Pseudochelaria walsinghami is a moth of the family Gelechiidae. It was described by Dietz in 1900. It is found in North America, where it has been recorded from Alabama, Arizona, Arkansas, Florida, Illinois, Indiana, Kansas, Kentucky, Maine, Mississippi, Nebraska, North Carolina, Ohio, Pennsylvania, South Carolina and Tennessee.

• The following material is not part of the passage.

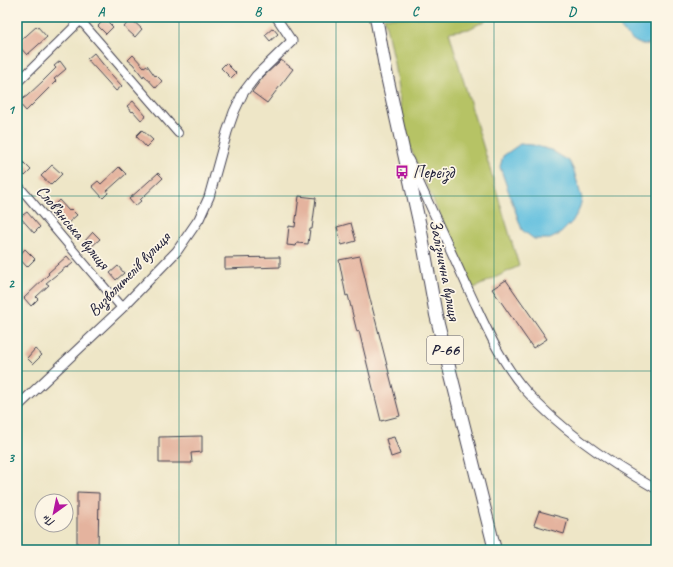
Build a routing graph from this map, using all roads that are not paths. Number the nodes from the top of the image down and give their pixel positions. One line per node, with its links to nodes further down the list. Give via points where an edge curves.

The wingspan is about 17 mm. The forewings are marked with dark, rich brown. The basal space is limited externally by a sharply defined oblique line, twice as far removed from the base at the dorsal than at the costal margin, but not including the latter and a narrow space of the adjacent surface. There is a longitudinal stripe, beginning at two-fifths and extending through the middle of wing to the apex, rather sharply defined along its dorsal margin, but becoming more or less diffused with the dark shading in the costal half. A whitish fascia is found at the beginning of the apical cilia, interrupted by the longitudinal stripe and passing gradually into the dark shading of the apical part of the wing. The costal part of the fascia is concave toward the apex, the dorsal part straight, and passes obliquely backward to the dorsal margin. The apical part has dark lines radiating into the cilia and the median space is washed with brownish, having a slight golden reflection, becoming darker in the costal portion, and more so toward the apical fascia. In the dorsal half, there are two brown spots at two-fifths and three-fifths of the wing respectively, the former surrounded by raised white scales. The hindwings are pale fuscous, paler towards the base.

The larvae feed on Rhus typhina, living under a white web on the underside of the leaflets, and also along the petioles. They are pale green, with isolated hairs.